With adjustable-rate mortgages (ARMs), the interest rate will fluctuate over time. ARMs can either go up or down, which will affect your monthly payment. An ARM may be a good option if you only plan to live in your home for a few years.
Conventional Loan
With a conventional loan, the lender assumes the risk for lending you money. As a result, conventional loans have more stringent credit requirements and higher down payment requirements.
- Conforming loans are those that adhere to loan limits set by the Federal Housing Finance Agency (FHFA). As of 2025, the conforming loan limit is $806,500 for one-unit properties.
- Jumbo loans are those that exceed the conforming loan limits. Interest rates are usually higher on jumbo loans because they represent greater risk to the lender. There may also be stricter credit standards and underwriting requirements.
Government-Sponsored Loan
With a government-sponsored loan, such as FHA, VA, or USDA, the government backs the loan, or assumes the risk for lending you money. They typically have easier requirements to qualify for, and can have as little as no downpayment.
- FHA loans are backed by the Federal Housing Administration (FHA). Because of reduced requirements to qualify, borrowers are required to pay a mortgage insurance premium (MIP) on top of their monthly payment.
- VA loans are backed by the U.S. Department of Veterans Affairs, and require no down payment (100% financing) and no mortgage insurance. They are available to eligible veterans, active-duty members, reservists, National Guard members, and surviving spouses.
- USDA loans are backed by the U.S. Department of Agriculture, and are available for homes in eligible rural areas. While USDA loans do not require a down payment, they do require mortgage insurance.
What are closing costs?
In addition to your down payment and monthly mortgage payment, there are several other costs that come with buying a home. These are called closing costs.
Closing costs often represent one of the most unexpected expenses for homebuyers. They typically account for 2% to 5% of the home’s purchase price, so it’s important to save for them ahead of time. Closing costs are due on closing day, or the day you sign your loan paperwork and the property title is transferred into your name. Everyone’s closing costs vary slightly, but below are some examples of what might be included:
- Appraisal Fee: A fee paid to the appraiser to estimate the fair market value of your home.
- Attorney Fees: If your state requires an attorney to be present at closing, you’ll be responsible for any applicable attorney fees.
- Credit Report Fee: A fee paid to the lender that covers the cost of pulling your credit report. Your lender looks at your credit history to determine your creditworthiness, or how likely you are to repay your debt.
- Discount Points: An optional, upfront fee that you can pay to lower your interest rate over the life of your loan. One point typically equals 1% of the loan amount.
- Home Inspection Fee: A fee paid to the home inspector for assessing the home’s condition and identifying any needed repairs.
- Origination Fee: A fee charged by the lender for originating or creating the loan.
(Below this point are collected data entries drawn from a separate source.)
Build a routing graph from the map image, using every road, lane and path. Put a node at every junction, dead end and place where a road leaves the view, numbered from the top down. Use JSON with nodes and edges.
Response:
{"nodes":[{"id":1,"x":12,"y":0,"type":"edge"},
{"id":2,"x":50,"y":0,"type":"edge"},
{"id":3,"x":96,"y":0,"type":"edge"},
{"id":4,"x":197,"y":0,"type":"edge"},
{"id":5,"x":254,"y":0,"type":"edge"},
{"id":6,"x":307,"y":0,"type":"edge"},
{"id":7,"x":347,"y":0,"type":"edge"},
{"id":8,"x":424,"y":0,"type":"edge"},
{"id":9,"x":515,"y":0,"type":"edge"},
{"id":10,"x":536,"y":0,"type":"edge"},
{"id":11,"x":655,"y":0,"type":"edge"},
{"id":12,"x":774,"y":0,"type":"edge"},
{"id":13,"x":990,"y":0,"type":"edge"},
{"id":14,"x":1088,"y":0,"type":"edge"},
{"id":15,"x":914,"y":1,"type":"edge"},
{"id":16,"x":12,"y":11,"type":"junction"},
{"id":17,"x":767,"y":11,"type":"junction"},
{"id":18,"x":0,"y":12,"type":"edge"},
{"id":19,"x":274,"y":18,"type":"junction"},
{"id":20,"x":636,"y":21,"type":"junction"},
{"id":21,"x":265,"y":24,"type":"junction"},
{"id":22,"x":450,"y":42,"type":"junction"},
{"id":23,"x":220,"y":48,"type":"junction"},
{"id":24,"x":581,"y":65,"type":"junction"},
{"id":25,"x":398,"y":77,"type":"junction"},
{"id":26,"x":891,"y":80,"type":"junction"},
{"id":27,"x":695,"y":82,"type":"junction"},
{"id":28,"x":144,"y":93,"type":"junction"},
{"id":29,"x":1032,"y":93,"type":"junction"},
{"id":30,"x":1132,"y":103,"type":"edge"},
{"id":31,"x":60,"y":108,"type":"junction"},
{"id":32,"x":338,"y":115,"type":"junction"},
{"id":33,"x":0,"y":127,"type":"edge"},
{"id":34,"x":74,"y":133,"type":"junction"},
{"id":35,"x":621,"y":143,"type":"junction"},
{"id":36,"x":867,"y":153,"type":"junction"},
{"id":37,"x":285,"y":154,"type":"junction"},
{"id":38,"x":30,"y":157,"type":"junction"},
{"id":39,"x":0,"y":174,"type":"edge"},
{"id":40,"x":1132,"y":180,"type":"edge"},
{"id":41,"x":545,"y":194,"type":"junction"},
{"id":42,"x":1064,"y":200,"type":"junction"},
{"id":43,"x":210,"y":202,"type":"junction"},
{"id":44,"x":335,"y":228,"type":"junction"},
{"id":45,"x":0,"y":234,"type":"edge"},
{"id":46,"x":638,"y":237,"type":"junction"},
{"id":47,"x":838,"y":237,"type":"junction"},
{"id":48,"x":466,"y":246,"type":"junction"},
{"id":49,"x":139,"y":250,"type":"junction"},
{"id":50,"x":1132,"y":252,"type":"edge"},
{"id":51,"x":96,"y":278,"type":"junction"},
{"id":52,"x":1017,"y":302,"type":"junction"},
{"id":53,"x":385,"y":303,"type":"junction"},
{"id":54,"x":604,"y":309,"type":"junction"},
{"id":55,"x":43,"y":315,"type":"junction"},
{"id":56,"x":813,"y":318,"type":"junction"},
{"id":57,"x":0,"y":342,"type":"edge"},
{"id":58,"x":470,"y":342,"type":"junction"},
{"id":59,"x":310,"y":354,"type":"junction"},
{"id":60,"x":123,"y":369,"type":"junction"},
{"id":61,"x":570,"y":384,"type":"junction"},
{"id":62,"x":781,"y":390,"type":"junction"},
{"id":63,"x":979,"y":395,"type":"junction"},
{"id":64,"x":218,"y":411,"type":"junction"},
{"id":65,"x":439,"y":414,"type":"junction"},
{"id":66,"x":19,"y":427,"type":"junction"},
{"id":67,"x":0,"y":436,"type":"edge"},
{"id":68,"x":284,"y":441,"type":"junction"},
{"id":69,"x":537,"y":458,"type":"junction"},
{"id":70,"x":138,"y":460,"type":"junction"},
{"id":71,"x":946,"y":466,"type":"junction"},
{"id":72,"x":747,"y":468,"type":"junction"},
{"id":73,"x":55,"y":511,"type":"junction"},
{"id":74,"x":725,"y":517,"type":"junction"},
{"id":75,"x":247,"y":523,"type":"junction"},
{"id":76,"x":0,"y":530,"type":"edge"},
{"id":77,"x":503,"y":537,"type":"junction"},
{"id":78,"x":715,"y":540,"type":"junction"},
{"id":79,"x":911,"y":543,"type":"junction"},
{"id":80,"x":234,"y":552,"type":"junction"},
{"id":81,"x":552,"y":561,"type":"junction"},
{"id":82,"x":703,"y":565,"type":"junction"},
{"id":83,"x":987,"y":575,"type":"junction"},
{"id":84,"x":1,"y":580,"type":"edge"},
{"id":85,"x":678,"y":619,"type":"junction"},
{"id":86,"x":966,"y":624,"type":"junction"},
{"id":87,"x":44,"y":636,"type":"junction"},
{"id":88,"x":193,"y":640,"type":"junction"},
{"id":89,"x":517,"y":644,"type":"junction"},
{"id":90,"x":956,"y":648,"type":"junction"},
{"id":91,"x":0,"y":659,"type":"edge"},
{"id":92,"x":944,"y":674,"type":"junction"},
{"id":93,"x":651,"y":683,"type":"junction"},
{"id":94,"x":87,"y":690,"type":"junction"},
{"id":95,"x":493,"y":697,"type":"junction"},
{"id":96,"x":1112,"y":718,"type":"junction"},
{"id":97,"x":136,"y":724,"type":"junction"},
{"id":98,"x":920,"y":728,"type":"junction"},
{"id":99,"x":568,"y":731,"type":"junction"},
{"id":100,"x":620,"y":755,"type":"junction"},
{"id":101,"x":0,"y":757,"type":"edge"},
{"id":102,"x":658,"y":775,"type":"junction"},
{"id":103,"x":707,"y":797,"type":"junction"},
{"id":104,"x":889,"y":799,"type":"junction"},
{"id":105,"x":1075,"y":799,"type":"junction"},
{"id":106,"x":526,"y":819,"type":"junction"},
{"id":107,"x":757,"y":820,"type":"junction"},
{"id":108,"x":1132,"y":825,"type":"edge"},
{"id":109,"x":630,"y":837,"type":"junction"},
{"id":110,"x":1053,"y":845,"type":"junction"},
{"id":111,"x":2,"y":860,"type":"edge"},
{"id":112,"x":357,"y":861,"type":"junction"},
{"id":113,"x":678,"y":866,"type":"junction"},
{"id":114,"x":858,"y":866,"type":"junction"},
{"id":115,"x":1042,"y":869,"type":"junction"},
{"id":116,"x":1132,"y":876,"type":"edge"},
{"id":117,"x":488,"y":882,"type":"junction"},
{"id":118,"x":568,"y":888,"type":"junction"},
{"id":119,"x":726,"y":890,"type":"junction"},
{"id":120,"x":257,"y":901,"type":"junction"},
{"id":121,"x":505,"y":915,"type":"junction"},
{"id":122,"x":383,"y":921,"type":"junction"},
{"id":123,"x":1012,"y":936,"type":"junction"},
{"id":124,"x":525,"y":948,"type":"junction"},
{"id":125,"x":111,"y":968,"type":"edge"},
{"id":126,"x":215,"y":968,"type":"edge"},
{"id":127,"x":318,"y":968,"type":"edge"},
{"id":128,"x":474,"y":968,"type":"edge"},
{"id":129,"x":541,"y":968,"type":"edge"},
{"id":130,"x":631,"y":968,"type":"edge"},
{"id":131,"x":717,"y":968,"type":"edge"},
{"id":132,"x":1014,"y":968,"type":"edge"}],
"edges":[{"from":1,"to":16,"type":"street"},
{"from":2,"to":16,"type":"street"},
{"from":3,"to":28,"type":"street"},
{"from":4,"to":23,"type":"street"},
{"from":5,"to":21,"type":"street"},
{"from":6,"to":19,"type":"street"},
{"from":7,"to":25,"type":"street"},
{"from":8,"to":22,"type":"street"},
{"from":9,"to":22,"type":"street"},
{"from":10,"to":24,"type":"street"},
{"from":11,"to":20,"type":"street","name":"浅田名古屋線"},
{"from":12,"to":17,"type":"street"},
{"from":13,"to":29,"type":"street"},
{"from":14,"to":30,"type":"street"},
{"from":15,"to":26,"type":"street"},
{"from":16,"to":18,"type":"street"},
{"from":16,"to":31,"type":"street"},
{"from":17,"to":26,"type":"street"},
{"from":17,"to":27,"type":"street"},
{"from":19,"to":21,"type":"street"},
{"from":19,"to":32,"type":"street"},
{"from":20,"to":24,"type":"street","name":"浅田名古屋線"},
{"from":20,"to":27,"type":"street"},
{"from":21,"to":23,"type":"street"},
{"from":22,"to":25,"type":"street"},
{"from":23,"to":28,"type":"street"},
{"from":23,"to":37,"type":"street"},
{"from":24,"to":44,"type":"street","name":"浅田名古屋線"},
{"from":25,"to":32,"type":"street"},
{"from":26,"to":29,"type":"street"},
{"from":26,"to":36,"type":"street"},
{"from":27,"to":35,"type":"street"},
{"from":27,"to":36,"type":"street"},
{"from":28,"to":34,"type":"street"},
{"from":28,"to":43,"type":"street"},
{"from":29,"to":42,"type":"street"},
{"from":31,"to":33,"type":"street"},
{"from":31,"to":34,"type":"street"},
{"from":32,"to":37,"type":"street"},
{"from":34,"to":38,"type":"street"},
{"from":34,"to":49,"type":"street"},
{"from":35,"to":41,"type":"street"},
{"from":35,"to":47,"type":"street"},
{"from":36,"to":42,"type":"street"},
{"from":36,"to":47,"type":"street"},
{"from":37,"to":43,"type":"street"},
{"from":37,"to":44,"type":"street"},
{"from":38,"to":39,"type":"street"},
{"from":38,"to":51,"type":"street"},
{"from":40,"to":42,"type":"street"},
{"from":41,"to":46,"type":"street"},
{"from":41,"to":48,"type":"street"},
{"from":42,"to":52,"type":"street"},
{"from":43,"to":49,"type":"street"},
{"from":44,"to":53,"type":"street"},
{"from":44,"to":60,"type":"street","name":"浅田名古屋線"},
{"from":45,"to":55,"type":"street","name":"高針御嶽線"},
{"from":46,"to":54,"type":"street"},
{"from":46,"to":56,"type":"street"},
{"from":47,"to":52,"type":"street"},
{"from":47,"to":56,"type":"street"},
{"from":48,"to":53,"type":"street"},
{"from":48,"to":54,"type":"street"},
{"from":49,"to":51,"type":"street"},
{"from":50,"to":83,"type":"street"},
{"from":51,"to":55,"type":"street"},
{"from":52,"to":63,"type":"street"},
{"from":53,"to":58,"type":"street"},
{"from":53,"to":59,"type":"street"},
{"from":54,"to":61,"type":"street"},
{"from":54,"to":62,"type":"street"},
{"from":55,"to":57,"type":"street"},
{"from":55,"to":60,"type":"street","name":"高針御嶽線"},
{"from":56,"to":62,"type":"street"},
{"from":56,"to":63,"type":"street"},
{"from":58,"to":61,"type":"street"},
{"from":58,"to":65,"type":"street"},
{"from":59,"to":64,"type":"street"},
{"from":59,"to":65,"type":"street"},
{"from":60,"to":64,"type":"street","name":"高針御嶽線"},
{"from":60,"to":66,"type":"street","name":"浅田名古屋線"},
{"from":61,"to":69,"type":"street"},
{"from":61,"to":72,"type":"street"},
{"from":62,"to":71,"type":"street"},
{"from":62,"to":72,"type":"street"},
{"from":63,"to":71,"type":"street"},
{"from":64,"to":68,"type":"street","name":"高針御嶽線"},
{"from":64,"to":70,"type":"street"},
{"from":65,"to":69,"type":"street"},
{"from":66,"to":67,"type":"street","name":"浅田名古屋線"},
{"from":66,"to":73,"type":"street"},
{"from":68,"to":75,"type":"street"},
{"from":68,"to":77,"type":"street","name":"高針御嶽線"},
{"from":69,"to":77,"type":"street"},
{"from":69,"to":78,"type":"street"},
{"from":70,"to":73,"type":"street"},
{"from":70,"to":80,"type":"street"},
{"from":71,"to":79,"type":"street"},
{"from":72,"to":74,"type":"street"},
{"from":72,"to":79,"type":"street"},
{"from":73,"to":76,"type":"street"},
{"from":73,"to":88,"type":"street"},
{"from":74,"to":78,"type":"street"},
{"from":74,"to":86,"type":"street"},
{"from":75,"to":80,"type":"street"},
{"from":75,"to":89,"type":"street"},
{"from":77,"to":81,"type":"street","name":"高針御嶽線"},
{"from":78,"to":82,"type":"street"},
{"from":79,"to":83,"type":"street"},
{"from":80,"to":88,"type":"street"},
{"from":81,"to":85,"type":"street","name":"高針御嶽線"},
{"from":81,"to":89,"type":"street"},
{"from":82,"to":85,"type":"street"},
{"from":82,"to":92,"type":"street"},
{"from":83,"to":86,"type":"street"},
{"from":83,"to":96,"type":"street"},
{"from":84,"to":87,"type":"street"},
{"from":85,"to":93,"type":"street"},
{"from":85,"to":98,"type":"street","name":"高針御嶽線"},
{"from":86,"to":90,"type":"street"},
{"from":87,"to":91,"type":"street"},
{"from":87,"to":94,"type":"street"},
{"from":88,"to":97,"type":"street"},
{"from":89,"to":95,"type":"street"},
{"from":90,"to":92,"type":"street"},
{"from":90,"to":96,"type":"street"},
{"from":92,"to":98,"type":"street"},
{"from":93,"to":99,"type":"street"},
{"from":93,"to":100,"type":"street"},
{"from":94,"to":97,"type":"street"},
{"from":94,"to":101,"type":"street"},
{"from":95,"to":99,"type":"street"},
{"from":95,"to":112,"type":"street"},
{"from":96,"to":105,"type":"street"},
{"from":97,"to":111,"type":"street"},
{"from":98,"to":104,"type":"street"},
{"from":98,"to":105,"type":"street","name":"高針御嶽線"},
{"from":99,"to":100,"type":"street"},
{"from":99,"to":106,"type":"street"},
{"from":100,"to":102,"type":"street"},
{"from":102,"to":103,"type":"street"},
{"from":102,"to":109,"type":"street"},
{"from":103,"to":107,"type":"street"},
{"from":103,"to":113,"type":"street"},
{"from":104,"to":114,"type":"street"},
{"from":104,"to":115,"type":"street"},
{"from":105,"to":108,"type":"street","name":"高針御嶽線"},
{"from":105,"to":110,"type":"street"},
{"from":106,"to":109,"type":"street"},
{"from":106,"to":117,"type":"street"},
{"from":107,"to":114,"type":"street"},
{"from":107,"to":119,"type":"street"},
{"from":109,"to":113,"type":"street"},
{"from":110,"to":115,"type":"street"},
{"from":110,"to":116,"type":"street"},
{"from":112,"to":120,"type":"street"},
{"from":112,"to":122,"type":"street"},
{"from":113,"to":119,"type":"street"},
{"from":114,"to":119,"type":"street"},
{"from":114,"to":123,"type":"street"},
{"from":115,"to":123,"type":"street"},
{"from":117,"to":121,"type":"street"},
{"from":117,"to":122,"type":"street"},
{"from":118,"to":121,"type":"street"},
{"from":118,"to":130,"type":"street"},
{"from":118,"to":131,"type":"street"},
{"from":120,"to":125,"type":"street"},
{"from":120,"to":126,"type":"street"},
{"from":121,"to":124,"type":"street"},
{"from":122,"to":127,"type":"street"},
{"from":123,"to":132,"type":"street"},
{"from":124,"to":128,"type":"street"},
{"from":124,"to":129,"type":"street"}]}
Typically 1% of the loan amount.
- Prepaid Expenses: A portion of your property taxes, homeowners insurance, and accrued mortgage interest will need to be paid up front at closing.
- Recording Fees: Fees paid to your local government for recording the real estate purchase and making it a part of public record.
- Title Service Fees: Fees paid to the title company covering the title search, title examination, title insurance, and in some states, the fee for facilitating your closing.